On the other hand, the post-exploitation steps of the 50.19.48[.]59 and 192.184.35[.]216 chains yielded ample anomaly-based detections, given that they consisted of PaperCut servers displaying highly unusual behaviors. As such Darktrace DETECT was able to successfully identify multiple chains of suspicious activity, including unusual file downloads from external endpoints and beaconing activity to rare external locations.

The file downloads from 50.19.48[.]59 observed in the 50.19.48[.]59 chains caused the following Darktrace DETECT models to breach:

- Anomalous Connection / Application Protocol on Uncommon Port

- Anomalous File / Internet Facing System File Download

- Anomalous File / Script from Rare External Location

- Anomalous File / Zip or Gzip from Rare External Location

- Device / Internet Facing Device with High Priority Alert

Figure 8: Darktrace’s Event Log data showing a PaperCut server breaching several models immediately after contacting 50.19.48[.]59.

The file downloads from 192.184.35[.]216 observed in the 192.184.35[.]216 chains caused the following Darktrace DETECT models to breach:

- Anomalous File / EXE from Rare External Location

- Anomalous File / Numeric File Download

- Device / Internet Facing Device with High Priority Alert

Figure 9: Darktrace’s Event Log data showing a PaperCut server breaching several models immediately after contacting 192.184.35[.]216.

Subsequent C2, beaconing, and crypto-mining connections in the 50.19.48[.]59 chains caused the following Darktrace DETECT models to breach:

- Anomalous Connection / New User Agent to IP Without Hostname

- Anomalous Server Activity / New User Agent from Internet Facing System

- Anomalous Server Activity / Rare External from Server

- Compromise / Crypto Currency Mining Activity

- Compromise / High Priority Crypto Currency Mining

- Compromise / High Volume of Connections with Beacon Score

- Compromise / Large Number of Suspicious Failed Connections

- Compromise / SSL Beaconing to Rare Destination

- Device / Initial Breach Chain Compromise

- Device / Large Number of Model Breaches

Figure 10: Darktrace’s Event Log data showing a PaperCut server breaching models as a result of its connections to a Mimu crypto-mining endpoint.

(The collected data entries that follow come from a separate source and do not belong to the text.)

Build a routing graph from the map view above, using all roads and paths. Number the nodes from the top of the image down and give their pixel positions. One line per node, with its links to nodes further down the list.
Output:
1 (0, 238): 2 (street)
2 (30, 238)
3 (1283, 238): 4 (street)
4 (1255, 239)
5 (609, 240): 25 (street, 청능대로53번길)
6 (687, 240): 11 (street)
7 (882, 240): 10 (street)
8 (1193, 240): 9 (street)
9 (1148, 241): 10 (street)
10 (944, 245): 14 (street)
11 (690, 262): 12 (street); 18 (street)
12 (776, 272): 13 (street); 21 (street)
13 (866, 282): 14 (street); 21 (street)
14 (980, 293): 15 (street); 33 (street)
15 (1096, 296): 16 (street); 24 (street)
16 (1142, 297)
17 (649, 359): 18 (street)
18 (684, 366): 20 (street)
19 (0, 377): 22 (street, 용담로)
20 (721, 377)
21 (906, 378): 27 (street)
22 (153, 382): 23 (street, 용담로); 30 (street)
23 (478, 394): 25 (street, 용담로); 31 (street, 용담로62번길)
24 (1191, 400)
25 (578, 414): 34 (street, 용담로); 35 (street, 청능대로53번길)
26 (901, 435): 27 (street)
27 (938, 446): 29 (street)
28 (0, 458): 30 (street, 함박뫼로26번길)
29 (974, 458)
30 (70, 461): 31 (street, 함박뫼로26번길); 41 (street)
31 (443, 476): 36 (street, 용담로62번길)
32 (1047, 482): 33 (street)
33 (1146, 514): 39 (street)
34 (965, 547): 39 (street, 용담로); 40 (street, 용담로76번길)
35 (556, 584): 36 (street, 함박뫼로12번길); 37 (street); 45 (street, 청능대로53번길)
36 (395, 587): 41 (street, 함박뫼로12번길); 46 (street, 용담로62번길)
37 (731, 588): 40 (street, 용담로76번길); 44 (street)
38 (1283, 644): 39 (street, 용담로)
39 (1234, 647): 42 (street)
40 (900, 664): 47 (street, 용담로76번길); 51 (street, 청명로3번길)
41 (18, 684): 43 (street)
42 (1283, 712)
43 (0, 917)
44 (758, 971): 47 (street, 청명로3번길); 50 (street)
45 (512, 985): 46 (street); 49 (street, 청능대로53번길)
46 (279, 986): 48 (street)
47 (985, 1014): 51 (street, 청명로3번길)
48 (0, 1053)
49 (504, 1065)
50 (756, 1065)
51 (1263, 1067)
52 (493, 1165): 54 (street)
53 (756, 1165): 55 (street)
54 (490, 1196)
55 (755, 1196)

Subsequent C2, beaconing, and Tor connections in the 192.184.35[.]216 chains caused the following Darktrace DETECT models to breach:

- Anomalous Connection / Application Protocol on Uncommon Port

- Compromise / Anomalous File then Tor

- Compromise / Beaconing Activity To External Rare

- Compromise / Possible Tor Usage

- Compromise / Slow Beaconing Activity To External Rare

- Compromise / Uncommon Tor Usage

- Device / Initial Breach Chain Compromise

Figure 11: Darktrace’s Event Log data showing a PaperCut server breaching several models as a result of its connections to Tor nodes.

Darktrace RESPOND

Darktrace RESPOND™ was not active in any of the networks affected by 192.184.35[.]216 activity, however, RESPOND was active in some of the networks affected by 50.19.48[.]59 activity.  In those environments where RESPOND was enabled in autonomous mode, observed malicious activities resulted in intervention from RESPOND, including autonomous actions like blocking connections to specific external endpoints, blocking all outgoing traffic, and restricting affected devices to a pre-established pattern of behavior.

Figure 12: Darktrace’s Event Log data showing Darktrace RESPOND automatically performing inhibitive actions on a device in response to the device’s connection to 50.19.48[.]59.
Figure 13: Darktrace’s Event Log data showing Darktrace RESPOND automatically performing inhibitive actions on a device in response to the device’s connections to a Mimu crypto-mining endpoint.

Darktrace Cyber AI Analyst

Cyber AI Analyst autonomously investigated model breaches caused by events within these 50.19.48[.]59 and 192.184.35[.]216 chains. Cyber AI Analyst created user-friendly and detailed descriptions of these events, and then linked together these descriptions into threads representing the attack chains. Darktrace DETECT thus uncovered the individual steps of the attack chains, while Cyber AI Analyst was able to piece together the individual steps and uncover the attack chains themselves.  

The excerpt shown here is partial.